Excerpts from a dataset
------
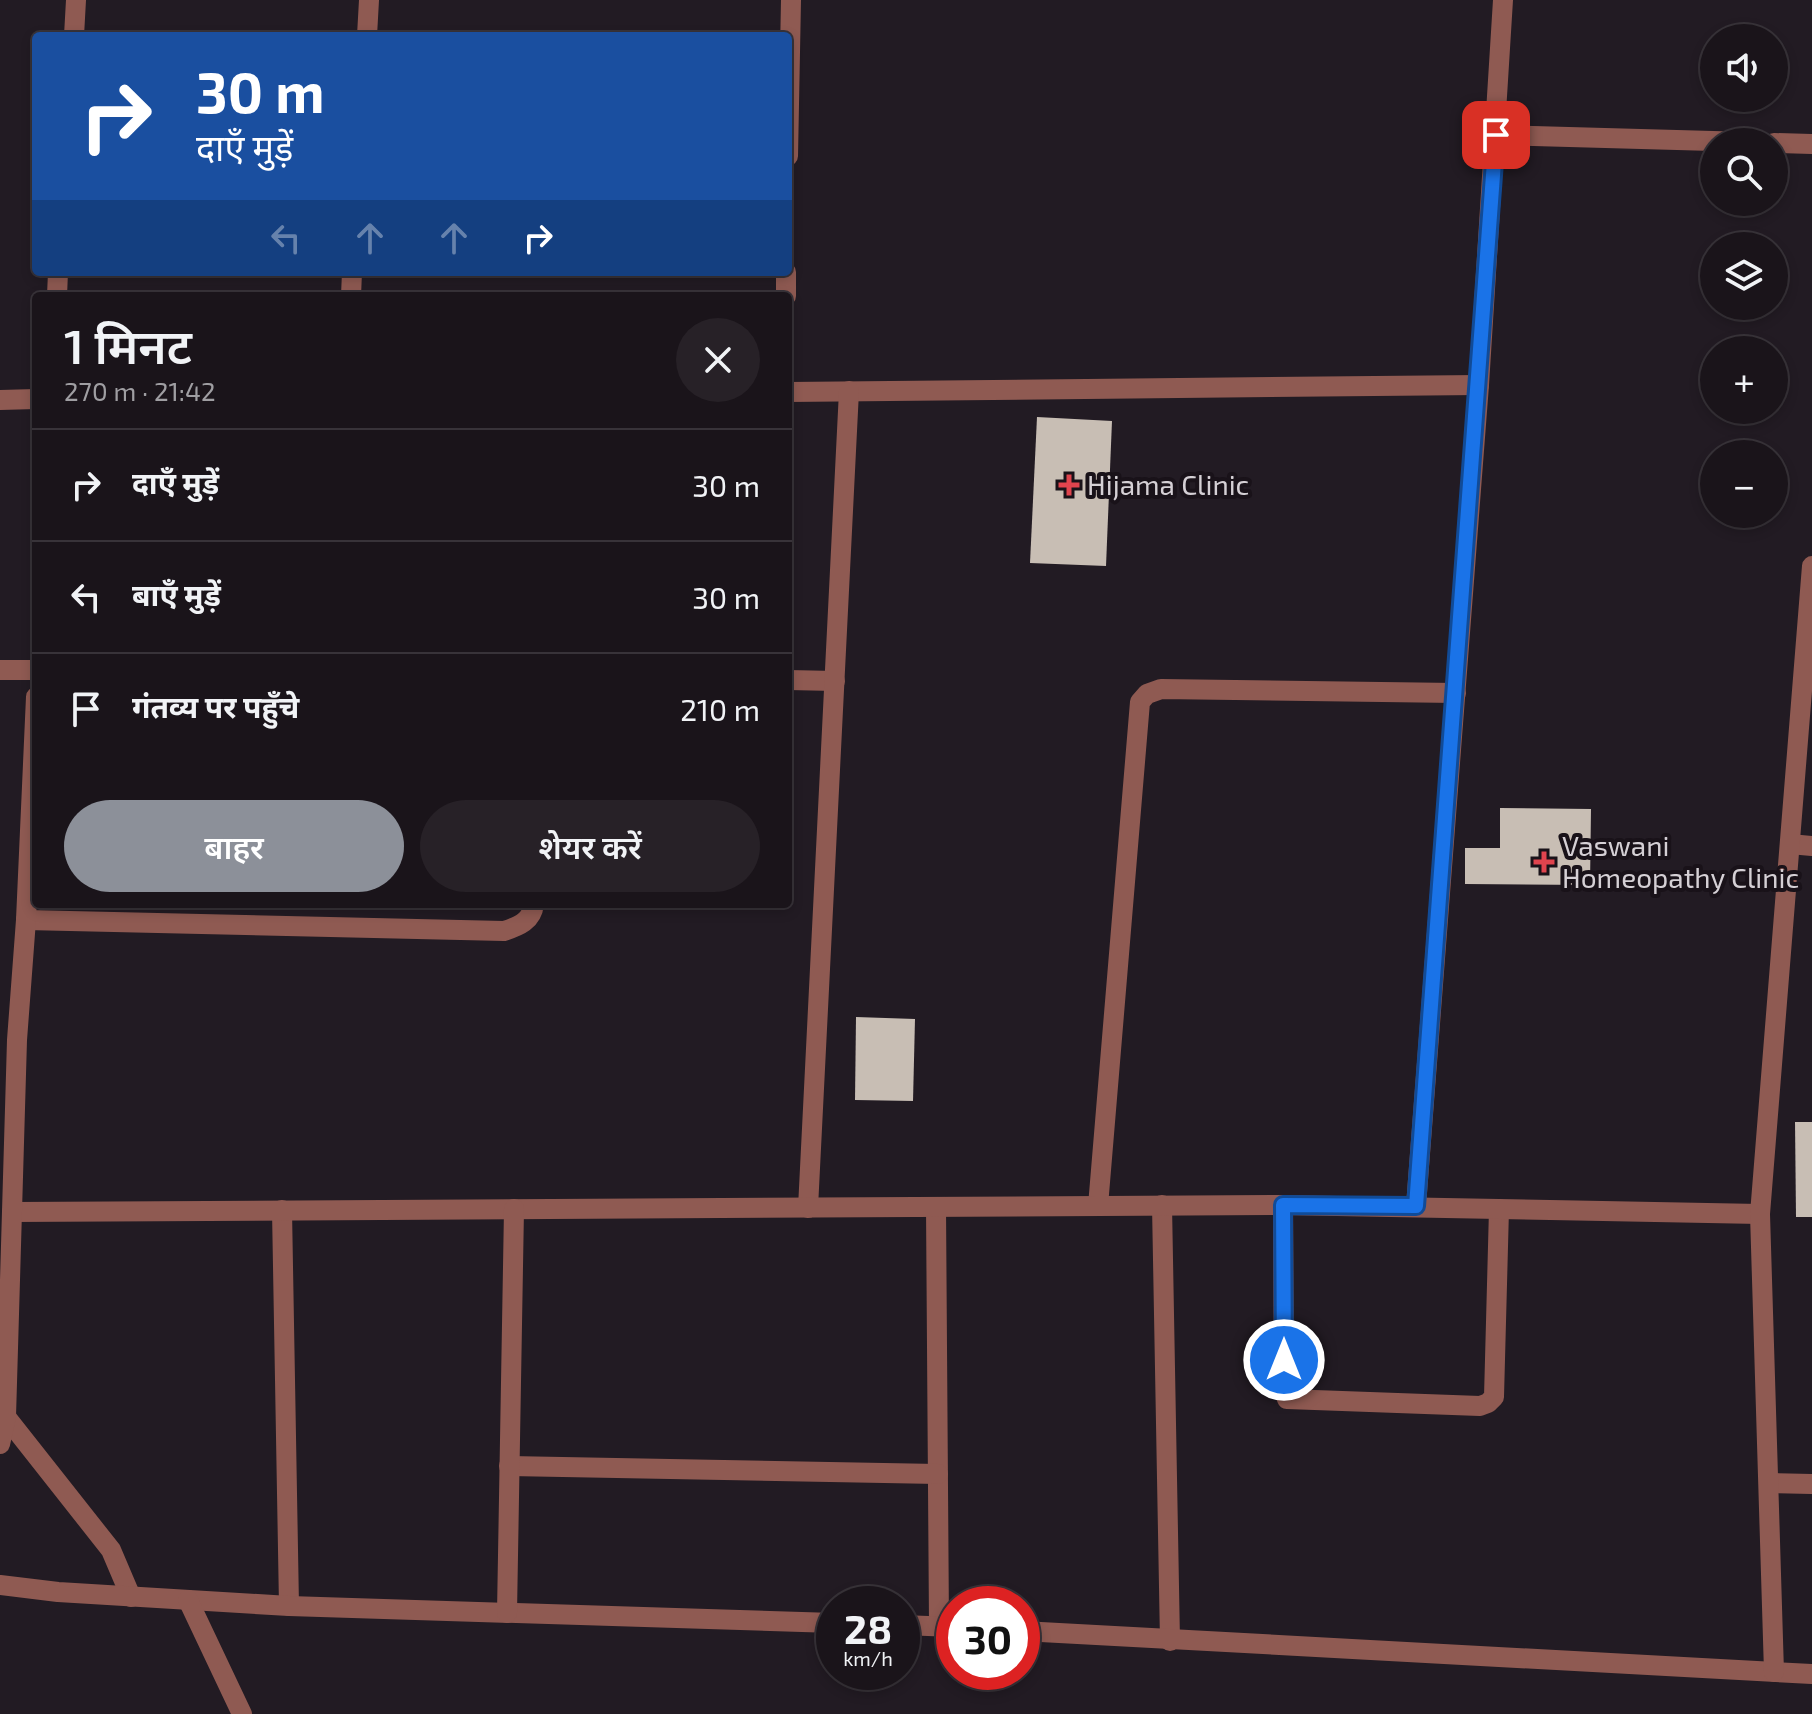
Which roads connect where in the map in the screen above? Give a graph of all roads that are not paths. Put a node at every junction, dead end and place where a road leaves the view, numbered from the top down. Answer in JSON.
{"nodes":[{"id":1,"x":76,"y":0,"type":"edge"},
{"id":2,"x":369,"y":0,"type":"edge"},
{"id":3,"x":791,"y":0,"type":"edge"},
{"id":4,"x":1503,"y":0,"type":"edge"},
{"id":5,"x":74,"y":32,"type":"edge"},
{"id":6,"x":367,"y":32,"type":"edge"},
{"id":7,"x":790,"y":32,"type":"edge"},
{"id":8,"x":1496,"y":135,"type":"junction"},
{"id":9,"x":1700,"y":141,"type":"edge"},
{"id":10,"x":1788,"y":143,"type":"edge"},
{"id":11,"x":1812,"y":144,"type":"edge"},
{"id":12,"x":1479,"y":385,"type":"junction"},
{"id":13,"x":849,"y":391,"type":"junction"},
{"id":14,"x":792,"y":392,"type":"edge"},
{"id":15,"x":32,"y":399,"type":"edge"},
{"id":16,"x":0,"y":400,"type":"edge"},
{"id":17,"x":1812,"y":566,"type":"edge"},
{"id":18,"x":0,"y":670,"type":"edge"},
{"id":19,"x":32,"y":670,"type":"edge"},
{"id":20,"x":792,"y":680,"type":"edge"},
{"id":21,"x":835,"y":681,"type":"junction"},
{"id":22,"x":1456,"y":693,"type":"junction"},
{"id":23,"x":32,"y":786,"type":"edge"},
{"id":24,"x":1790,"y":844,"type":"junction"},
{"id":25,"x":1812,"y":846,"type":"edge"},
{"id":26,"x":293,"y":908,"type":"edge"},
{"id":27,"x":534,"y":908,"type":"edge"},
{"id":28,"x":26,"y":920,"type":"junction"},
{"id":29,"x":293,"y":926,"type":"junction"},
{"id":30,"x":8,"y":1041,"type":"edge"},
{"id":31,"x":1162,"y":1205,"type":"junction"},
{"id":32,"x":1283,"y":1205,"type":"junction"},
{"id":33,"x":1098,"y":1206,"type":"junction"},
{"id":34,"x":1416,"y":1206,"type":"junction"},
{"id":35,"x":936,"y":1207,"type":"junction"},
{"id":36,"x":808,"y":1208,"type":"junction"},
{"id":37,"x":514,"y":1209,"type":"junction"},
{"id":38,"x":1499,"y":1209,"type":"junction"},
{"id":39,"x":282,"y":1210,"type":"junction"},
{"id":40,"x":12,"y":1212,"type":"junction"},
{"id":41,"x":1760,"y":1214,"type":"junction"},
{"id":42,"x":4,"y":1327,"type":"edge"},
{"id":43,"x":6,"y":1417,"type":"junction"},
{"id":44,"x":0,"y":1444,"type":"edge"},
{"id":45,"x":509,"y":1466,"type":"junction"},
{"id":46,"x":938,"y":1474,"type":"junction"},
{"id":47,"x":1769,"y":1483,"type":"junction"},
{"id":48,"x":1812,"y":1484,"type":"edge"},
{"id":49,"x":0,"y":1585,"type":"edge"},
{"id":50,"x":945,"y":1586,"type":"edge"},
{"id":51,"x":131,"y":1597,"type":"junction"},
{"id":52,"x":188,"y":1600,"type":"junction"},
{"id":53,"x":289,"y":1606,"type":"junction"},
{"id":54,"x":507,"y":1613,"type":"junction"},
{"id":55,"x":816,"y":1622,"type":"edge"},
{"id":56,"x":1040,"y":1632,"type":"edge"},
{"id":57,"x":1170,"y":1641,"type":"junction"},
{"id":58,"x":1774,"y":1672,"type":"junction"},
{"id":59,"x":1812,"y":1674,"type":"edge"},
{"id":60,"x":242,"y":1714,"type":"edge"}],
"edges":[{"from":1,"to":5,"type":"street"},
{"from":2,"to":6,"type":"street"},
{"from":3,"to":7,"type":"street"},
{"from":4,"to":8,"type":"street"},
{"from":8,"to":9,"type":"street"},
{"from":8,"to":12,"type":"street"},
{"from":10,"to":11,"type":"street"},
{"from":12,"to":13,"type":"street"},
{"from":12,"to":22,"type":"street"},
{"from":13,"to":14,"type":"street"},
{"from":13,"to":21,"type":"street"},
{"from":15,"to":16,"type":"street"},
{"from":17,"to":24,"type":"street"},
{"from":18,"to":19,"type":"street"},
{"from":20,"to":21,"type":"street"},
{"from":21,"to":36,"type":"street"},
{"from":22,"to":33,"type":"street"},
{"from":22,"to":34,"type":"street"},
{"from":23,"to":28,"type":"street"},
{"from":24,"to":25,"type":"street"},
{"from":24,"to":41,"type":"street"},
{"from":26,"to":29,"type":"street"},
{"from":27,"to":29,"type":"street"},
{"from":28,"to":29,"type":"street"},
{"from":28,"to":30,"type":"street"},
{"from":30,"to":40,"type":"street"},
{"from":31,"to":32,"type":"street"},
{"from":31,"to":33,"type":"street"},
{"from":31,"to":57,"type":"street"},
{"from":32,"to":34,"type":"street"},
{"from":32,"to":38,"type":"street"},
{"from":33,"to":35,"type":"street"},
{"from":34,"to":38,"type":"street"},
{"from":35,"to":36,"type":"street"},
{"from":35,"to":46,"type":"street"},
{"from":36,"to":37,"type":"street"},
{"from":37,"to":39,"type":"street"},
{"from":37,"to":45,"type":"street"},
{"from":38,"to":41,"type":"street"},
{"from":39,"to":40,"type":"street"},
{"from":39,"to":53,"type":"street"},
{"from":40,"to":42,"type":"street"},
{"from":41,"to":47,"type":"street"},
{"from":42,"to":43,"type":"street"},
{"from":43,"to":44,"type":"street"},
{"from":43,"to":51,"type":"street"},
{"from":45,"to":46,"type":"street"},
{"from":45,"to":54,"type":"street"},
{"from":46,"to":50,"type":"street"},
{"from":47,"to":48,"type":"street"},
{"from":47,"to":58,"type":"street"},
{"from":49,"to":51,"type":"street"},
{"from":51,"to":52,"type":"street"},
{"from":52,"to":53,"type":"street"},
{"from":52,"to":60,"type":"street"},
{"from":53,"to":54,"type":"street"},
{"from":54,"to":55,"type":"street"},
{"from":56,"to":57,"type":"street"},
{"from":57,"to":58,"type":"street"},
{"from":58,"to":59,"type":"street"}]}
------
What is being asked:
Your answer must be an exact copy of every entry, with the pictures left out.

Answer box:
Which roads connect where in the map in the screen above? Give a graph of all roads that are not paths. Put a node at every junction, dead end and place where a road leaves the view, numbered from the top down. Answer in JSON.
{"nodes":[{"id":1,"x":76,"y":0,"type":"edge"},
{"id":2,"x":369,"y":0,"type":"edge"},
{"id":3,"x":791,"y":0,"type":"edge"},
{"id":4,"x":1503,"y":0,"type":"edge"},
{"id":5,"x":74,"y":32,"type":"edge"},
{"id":6,"x":367,"y":32,"type":"edge"},
{"id":7,"x":790,"y":32,"type":"edge"},
{"id":8,"x":1496,"y":135,"type":"junction"},
{"id":9,"x":1700,"y":141,"type":"edge"},
{"id":10,"x":1788,"y":143,"type":"edge"},
{"id":11,"x":1812,"y":144,"type":"edge"},
{"id":12,"x":1479,"y":385,"type":"junction"},
{"id":13,"x":849,"y":391,"type":"junction"},
{"id":14,"x":792,"y":392,"type":"edge"},
{"id":15,"x":32,"y":399,"type":"edge"},
{"id":16,"x":0,"y":400,"type":"edge"},
{"id":17,"x":1812,"y":566,"type":"edge"},
{"id":18,"x":0,"y":670,"type":"edge"},
{"id":19,"x":32,"y":670,"type":"edge"},
{"id":20,"x":792,"y":680,"type":"edge"},
{"id":21,"x":835,"y":681,"type":"junction"},
{"id":22,"x":1456,"y":693,"type":"junction"},
{"id":23,"x":32,"y":786,"type":"edge"},
{"id":24,"x":1790,"y":844,"type":"junction"},
{"id":25,"x":1812,"y":846,"type":"edge"},
{"id":26,"x":293,"y":908,"type":"edge"},
{"id":27,"x":534,"y":908,"type":"edge"},
{"id":28,"x":26,"y":920,"type":"junction"},
{"id":29,"x":293,"y":926,"type":"junction"},
{"id":30,"x":8,"y":1041,"type":"edge"},
{"id":31,"x":1162,"y":1205,"type":"junction"},
{"id":32,"x":1283,"y":1205,"type":"junction"},
{"id":33,"x":1098,"y":1206,"type":"junction"},
{"id":34,"x":1416,"y":1206,"type":"junction"},
{"id":35,"x":936,"y":1207,"type":"junction"},
{"id":36,"x":808,"y":1208,"type":"junction"},
{"id":37,"x":514,"y":1209,"type":"junction"},
{"id":38,"x":1499,"y":1209,"type":"junction"},
{"id":39,"x":282,"y":1210,"type":"junction"},
{"id":40,"x":12,"y":1212,"type":"junction"},
{"id":41,"x":1760,"y":1214,"type":"junction"},
{"id":42,"x":4,"y":1327,"type":"edge"},
{"id":43,"x":6,"y":1417,"type":"junction"},
{"id":44,"x":0,"y":1444,"type":"edge"},
{"id":45,"x":509,"y":1466,"type":"junction"},
{"id":46,"x":938,"y":1474,"type":"junction"},
{"id":47,"x":1769,"y":1483,"type":"junction"},
{"id":48,"x":1812,"y":1484,"type":"edge"},
{"id":49,"x":0,"y":1585,"type":"edge"},
{"id":50,"x":945,"y":1586,"type":"edge"},
{"id":51,"x":131,"y":1597,"type":"junction"},
{"id":52,"x":188,"y":1600,"type":"junction"},
{"id":53,"x":289,"y":1606,"type":"junction"},
{"id":54,"x":507,"y":1613,"type":"junction"},
{"id":55,"x":816,"y":1622,"type":"edge"},
{"id":56,"x":1040,"y":1632,"type":"edge"},
{"id":57,"x":1170,"y":1641,"type":"junction"},
{"id":58,"x":1774,"y":1672,"type":"junction"},
{"id":59,"x":1812,"y":1674,"type":"edge"},
{"id":60,"x":242,"y":1714,"type":"edge"}],
"edges":[{"from":1,"to":5,"type":"street"},
{"from":2,"to":6,"type":"street"},
{"from":3,"to":7,"type":"street"},
{"from":4,"to":8,"type":"street"},
{"from":8,"to":9,"type":"street"},
{"from":8,"to":12,"type":"street"},
{"from":10,"to":11,"type":"street"},
{"from":12,"to":13,"type":"street"},
{"from":12,"to":22,"type":"street"},
{"from":13,"to":14,"type":"street"},
{"from":13,"to":21,"type":"street"},
{"from":15,"to":16,"type":"street"},
{"from":17,"to":24,"type":"street"},
{"from":18,"to":19,"type":"street"},
{"from":20,"to":21,"type":"street"},
{"from":21,"to":36,"type":"street"},
{"from":22,"to":33,"type":"street"},
{"from":22,"to":34,"type":"street"},
{"from":23,"to":28,"type":"street"},
{"from":24,"to":25,"type":"street"},
{"from":24,"to":41,"type":"street"},
{"from":26,"to":29,"type":"street"},
{"from":27,"to":29,"type":"street"},
{"from":28,"to":29,"type":"street"},
{"from":28,"to":30,"type":"street"},
{"from":30,"to":40,"type":"street"},
{"from":31,"to":32,"type":"street"},
{"from":31,"to":33,"type":"street"},
{"from":31,"to":57,"type":"street"},
{"from":32,"to":34,"type":"street"},
{"from":32,"to":38,"type":"street"},
{"from":33,"to":35,"type":"street"},
{"from":34,"to":38,"type":"street"},
{"from":35,"to":36,"type":"street"},
{"from":35,"to":46,"type":"street"},
{"from":36,"to":37,"type":"street"},
{"from":37,"to":39,"type":"street"},
{"from":37,"to":45,"type":"street"},
{"from":38,"to":41,"type":"street"},
{"from":39,"to":40,"type":"street"},
{"from":39,"to":53,"type":"street"},
{"from":40,"to":42,"type":"street"},
{"from":41,"to":47,"type":"street"},
{"from":42,"to":43,"type":"street"},
{"from":43,"to":44,"type":"street"},
{"from":43,"to":51,"type":"street"},
{"from":45,"to":46,"type":"street"},
{"from":45,"to":54,"type":"street"},
{"from":46,"to":50,"type":"street"},
{"from":47,"to":48,"type":"street"},
{"from":47,"to":58,"type":"street"},
{"from":49,"to":51,"type":"street"},
{"from":51,"to":52,"type":"street"},
{"from":52,"to":53,"type":"street"},
{"from":52,"to":60,"type":"street"},
{"from":53,"to":54,"type":"street"},
{"from":54,"to":55,"type":"street"},
{"from":56,"to":57,"type":"street"},
{"from":57,"to":58,"type":"street"},
{"from":58,"to":59,"type":"street"}]}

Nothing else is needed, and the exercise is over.